There is an old saw that insanity can be defined as doing the same thing over and over and expecting a different result. Another old saw warns us that those who fail to learn from history are doomed to repeat it. There is truth in both of these saws.

Are you listening, Joe?

Joe Biden, touring Iowa, told reporters, in so many words, that his plan is to have an ineffectual, failed presidency. Or, as Biden put it more pithily, “Ending the filibuster is a very dangerous move.”

Biden has clung to this conviction in the face of overwhelming evidence, including eight years in an administration in which opposing party senators followed a strategy of scorched-earth opposition and were rewarded for it.

The prospective concern with Biden is not that he would somehow revive the old Dixiecrat coalition, but that he is nostalgically trapped in the bygone world of his youth, unable to grasp the tectonic changes that have reshaped American politics. Biden’s nostalgia for the villains of his political youth, and his belief that the institution can be restored to its bygone manners, is a symptom of a more profound disorder that you might call “Senatitis.”

If Biden wins, which I don’t think he can do, he will deliver 4 years of nothing. By 2022 whatever majority we may have in either House will be swept away, and in 2024 he’ll be replaced by someone possibly worse than Trump.

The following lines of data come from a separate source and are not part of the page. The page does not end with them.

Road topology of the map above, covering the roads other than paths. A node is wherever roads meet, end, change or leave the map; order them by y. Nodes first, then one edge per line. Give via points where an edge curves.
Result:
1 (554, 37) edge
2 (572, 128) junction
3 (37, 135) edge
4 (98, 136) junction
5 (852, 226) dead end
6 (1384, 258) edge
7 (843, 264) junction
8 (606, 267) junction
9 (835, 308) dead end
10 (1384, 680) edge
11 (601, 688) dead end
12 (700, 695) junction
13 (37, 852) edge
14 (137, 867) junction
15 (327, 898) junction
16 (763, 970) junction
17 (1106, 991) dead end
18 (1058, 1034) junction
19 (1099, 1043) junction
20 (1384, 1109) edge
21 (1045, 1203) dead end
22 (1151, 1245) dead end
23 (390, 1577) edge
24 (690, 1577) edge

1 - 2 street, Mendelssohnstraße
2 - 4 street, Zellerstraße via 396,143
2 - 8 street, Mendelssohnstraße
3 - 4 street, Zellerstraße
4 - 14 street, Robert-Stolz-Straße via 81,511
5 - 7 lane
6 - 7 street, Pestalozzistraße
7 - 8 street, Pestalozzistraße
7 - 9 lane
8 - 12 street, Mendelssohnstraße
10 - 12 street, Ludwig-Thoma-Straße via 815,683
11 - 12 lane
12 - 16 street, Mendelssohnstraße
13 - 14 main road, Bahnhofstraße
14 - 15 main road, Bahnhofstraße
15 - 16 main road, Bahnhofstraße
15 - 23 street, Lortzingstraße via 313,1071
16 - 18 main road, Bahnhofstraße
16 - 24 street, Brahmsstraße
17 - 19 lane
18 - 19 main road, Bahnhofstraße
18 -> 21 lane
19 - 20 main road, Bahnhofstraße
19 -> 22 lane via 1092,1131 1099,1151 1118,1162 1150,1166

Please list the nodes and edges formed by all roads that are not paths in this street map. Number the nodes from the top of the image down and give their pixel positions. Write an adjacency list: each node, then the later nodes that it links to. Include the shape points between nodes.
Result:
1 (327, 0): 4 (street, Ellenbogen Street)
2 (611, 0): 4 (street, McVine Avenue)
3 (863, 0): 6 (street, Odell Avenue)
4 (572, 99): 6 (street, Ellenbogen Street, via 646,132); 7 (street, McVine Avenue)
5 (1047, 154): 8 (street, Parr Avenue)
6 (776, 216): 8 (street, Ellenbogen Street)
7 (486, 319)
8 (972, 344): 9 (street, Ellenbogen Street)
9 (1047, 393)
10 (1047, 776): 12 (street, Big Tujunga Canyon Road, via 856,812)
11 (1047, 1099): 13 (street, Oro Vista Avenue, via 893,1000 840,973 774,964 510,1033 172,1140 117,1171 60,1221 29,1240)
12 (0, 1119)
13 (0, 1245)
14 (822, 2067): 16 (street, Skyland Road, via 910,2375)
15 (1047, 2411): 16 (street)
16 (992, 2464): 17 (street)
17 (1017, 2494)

I know that sounds impossible, but who would have thought they could come up with someone worse that W, who was, after all, the worst in history when he left office. In his own way, Biden is a clear and present danger to the survival of the Republic.

The Gray Lady Retreats and the Democrats attack

This morning a contrast between the Globe and the Times gave me cause to rant. Each ran the same article by Times reporters Michael Crowley and (ugh) Maggie Haberman on their front page. For each it was the headline story. It was about Trump’s pro forma speech about the Trump inspired massacre in El Paso and the so far unattributed massacre in Toledo. At least Toledo is where the “I don’t really care, do you?”, Trump put the second massacre, though some people say it was in Dayton.

Anyway, back to the rant.

Here’s the NYT’s headline: “Trump urges unity vs. racism”.

That set me off ranting even before I saw the Globe’s headline for the very same piece: “Trump urges action,skips details” followed by a prominent sub-headline (is that what they’re called?): “He condemns racism,after months of incendiary remarks; Democrats demand gun laws”.

It is beyond doubt that the El Paso shooter was inspired in part by Trump’s racist rhetoric, given the fact that he parroted many of Trump’s talking points. The Times headline implies that Trump was a) doing the right thing, and b) sincere when he attempted to read a series of platitudes from a teleprompter.

I note, by the way, that the Times headline provoked a tweet from ctblogger, of which I heartily approve.

 

It is yet another sign of hope that the Times actually changed the headline, in response, at least in part, to criticism from a host of Democratic presidential candidates and other Democrats. Can it be that the Democrats are learning how to play the ref the way the Republicans have for years?